By 1700 BC Knossos had achieved a dominant position within Crete, and the palace there reveals much information about Minoan society. Surviving frescoes depict scenes of communal activity including processions, bull-leaping, dining and dancing. It is clear from Knossos and other palaces that Cretan society depended upon intensive agriculture—the palaces incorporate large storage areas where crops could be gathered for later redistribution to the population. Outside the towns, especially in eastern Crete, large “villas” had a similar role, and acted as processing centres for grape and olive crops.

The two hundred years of the Second Palace Period witnessed considerable destruction and rebuilding at a number of sites. The eruption of Thera in 1628 BC left its mark on sites in eastern Crete but otherwise appears to have had little long-term impact. More significantly, a little over a century later many Cretan settlements were widely devastated, possibly as a result of invasion from the Greek mainland.

MYCENAEAN GREECE

Mainland Greece did not share in the prosperity of Crete and the Aegean islands until after c. 1700 BC, when rich burials, especially in the “shaft-graves” at Mycenae and in tholos tombs, point to the emergence of a powerful warlike elite. After 1500 BC mainlanders, called Mycenaeans, appear to have been in control of Knossos, where the palace functioned for another century. It was only after then that palaces started to appear on the mainland. While they owed something to Minoan models, and, like them, acted as centres for agricultural storage and redistribution, they were fortified and less luxurious. The Mycenaeans spoke a form of Greek, and wrote in a syllabic script, Linear B, adapted from the still-undeciphered script in use in Crete, Linear A. Documents inscribed on clay tablets reveal a strongly hierarchical society, with the ruler (wanax) at the top, lesser lords below and the mass of the people at the bottom.
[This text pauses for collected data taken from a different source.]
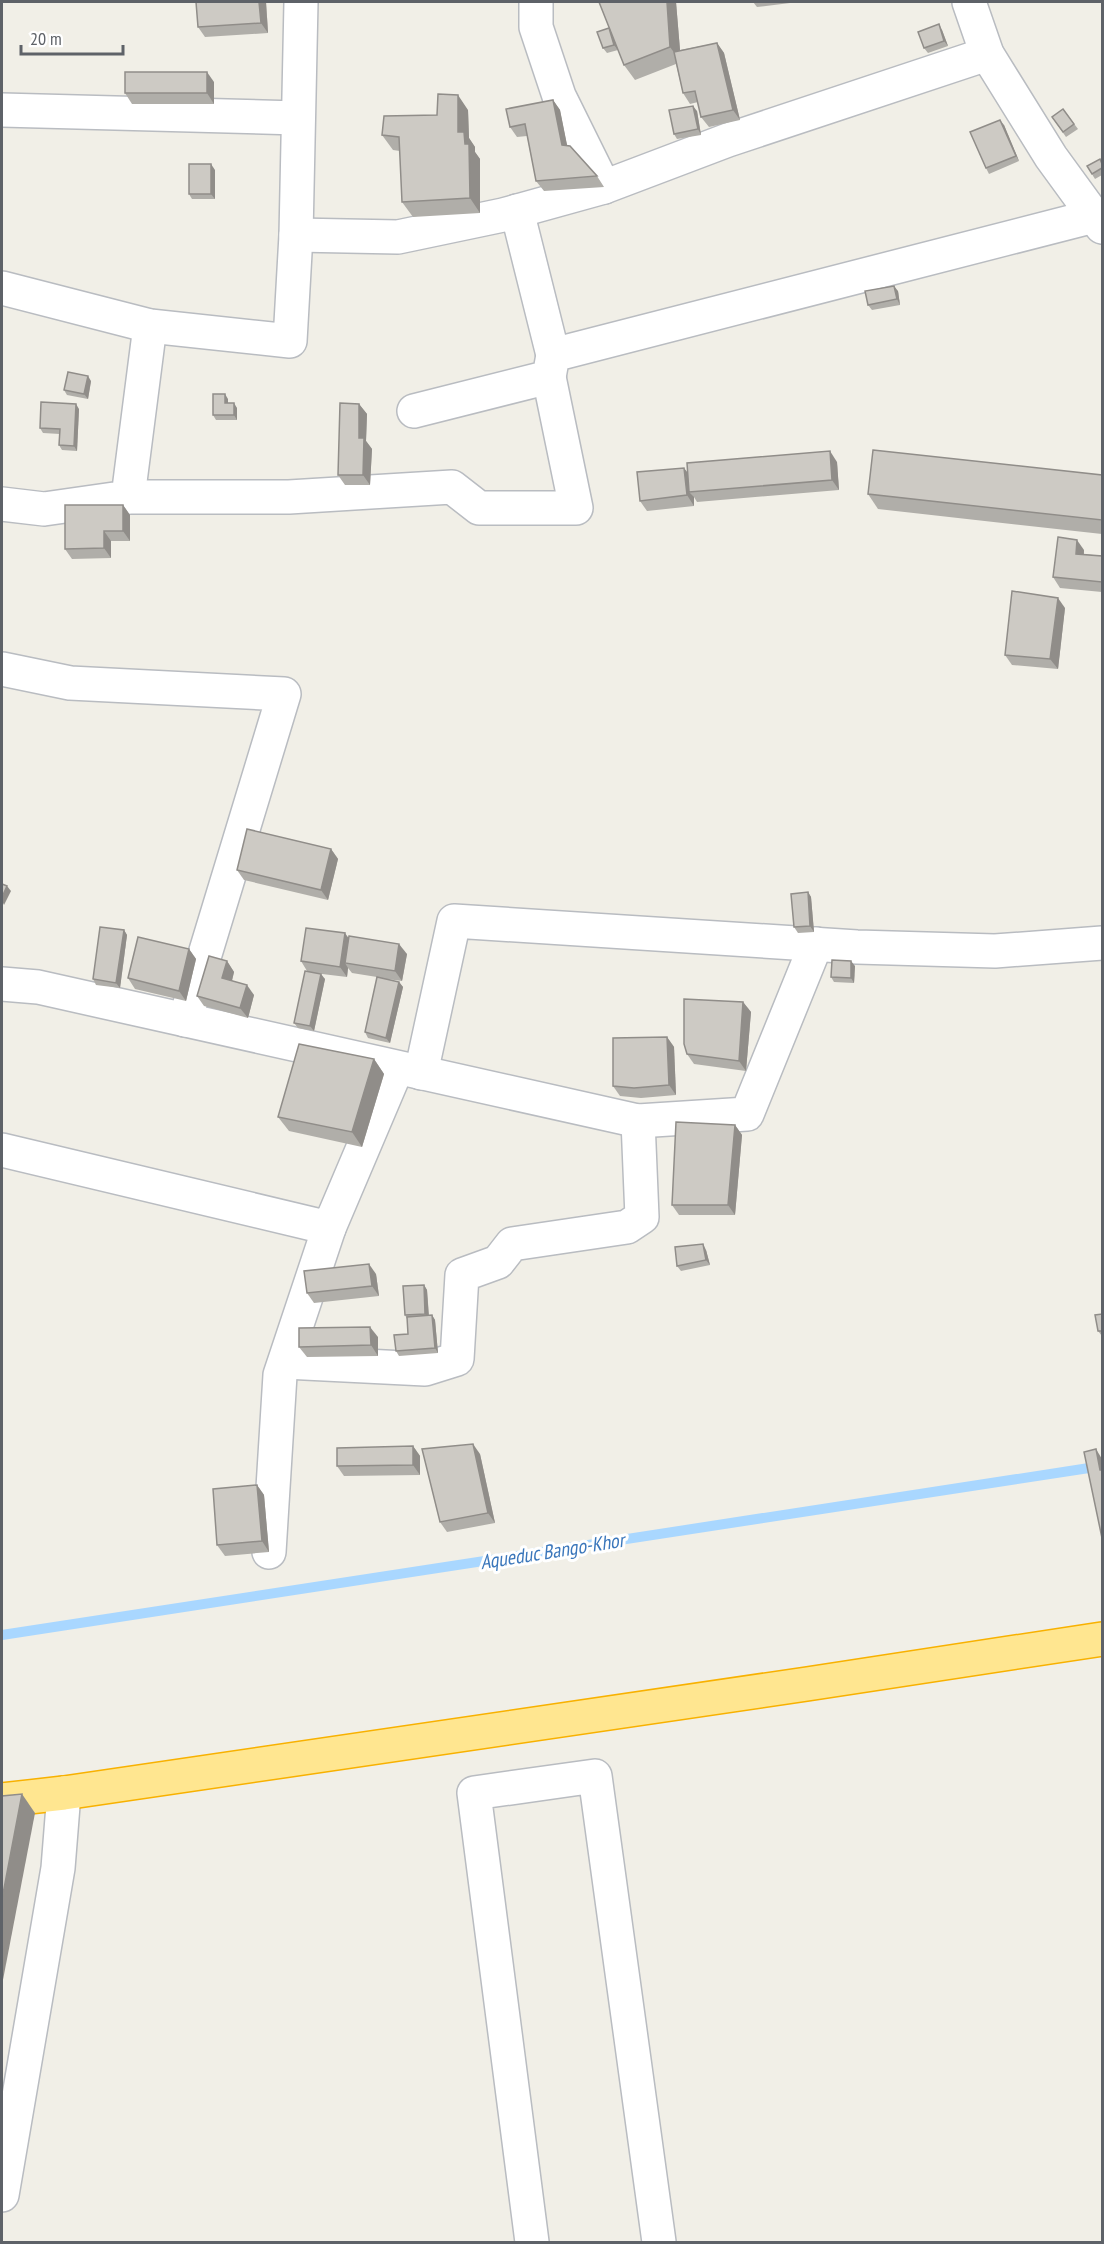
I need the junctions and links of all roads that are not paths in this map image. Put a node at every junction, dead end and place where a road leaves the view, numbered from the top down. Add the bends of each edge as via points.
1 (301, 2) edge
2 (536, 2) edge
3 (969, 2) edge
4 (987, 54) junction
5 (2, 110) edge
6 (298, 118) junction
7 (604, 187) junction
8 (517, 211) junction
9 (1098, 222) edge
10 (296, 235) junction
11 (2, 288) edge
12 (150, 326) junction
13 (551, 366) junction
14 (414, 411) dead end
15 (128, 497) junction
16 (2, 504) edge
17 (2, 669) edge
18 (816, 944) junction
19 (1102, 944) edge
20 (2, 984) edge
21 (185, 1020) junction
22 (409, 1070) junction
23 (638, 1121) junction
24 (2, 1150) edge
25 (329, 1228) junction
26 (285, 1362) junction
27 (269, 1552) dead end
28 (1102, 1639) edge
29 (63, 1793) junction
30 (2, 1800) edge
31 (2, 2195) edge
32 (532, 2242) edge
33 (659, 2242) edge

1 - 6 street
2 - 7 street via 536,27 560,96
3 - 4 street
4 - 7 street via 728,140
4 - 9 street via 1051,157
5 - 6 street
6 - 10 street
7 - 8 street
8 - 10 street via 398,237
8 - 13 street
9 - 13 street
10 - 12 street via 290,341
11 - 12 street
12 - 15 street
13 - 14 street
13 - 15 street via 576,508 479,508 452,487 289,497
15 - 16 street via 44,508
17 - 21 street via 70,683 284,694
18 - 19 street via 995,951
18 - 22 street via 454,921
18 - 23 street via 747,1114
20 - 21 street via 38,987
21 - 22 street
22 - 23 street
22 - 25 street
23 - 26 street via 642,1217 627,1227 512,1244 498,1262 462,1275 457,1359 425,1369
24 - 25 street
25 - 26 street
26 - 27 street via 280,1375
28 - 29 highway
29 - 30 highway
29 - 31 street via 58,1868
32 - 33 street via 474,1793 595,1776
Soon after 1200 BC, more or less simultaneously, the palaces on the mainland were destroyed. In the centuries following there is no trace of Linear B writing, nor of the figurative decoration that characterizes Mycenaean art. When written Greek appears again in the 8th century, it uses a version of the Phoenician alphabet.

The absence of firm evidence—mirrored by the lack of firm dates for this period—has led historians to examine myths in the search for historical facts. On this basis it has been suggested that the Mycenaeans fell victim to Dorian invaders from the north, or that a long war against Troy caused revolution in the Greek homeland. Neither finds support from archaeology, and an agreed explanation for the complete social breakdown of Mycenaean society is yet to emerge. One contributing factor may have been major political upheavals further east, cutting off access to the tin needed to make the bronze on which the Mycenaean rulers based their power. Certainly the society which emerged from the “dark age” that followed the collapse was reliant on the more widely available iron.

The massive ruins of the Mycenaean palaces remained visible to the Greeks of later times, and these, together with a tradition of oral poetry that developed over the following centuries, led to the invention of a heroic world, most famously celebrated in the epic poems of Homer, that was very different from Bronze Age reality.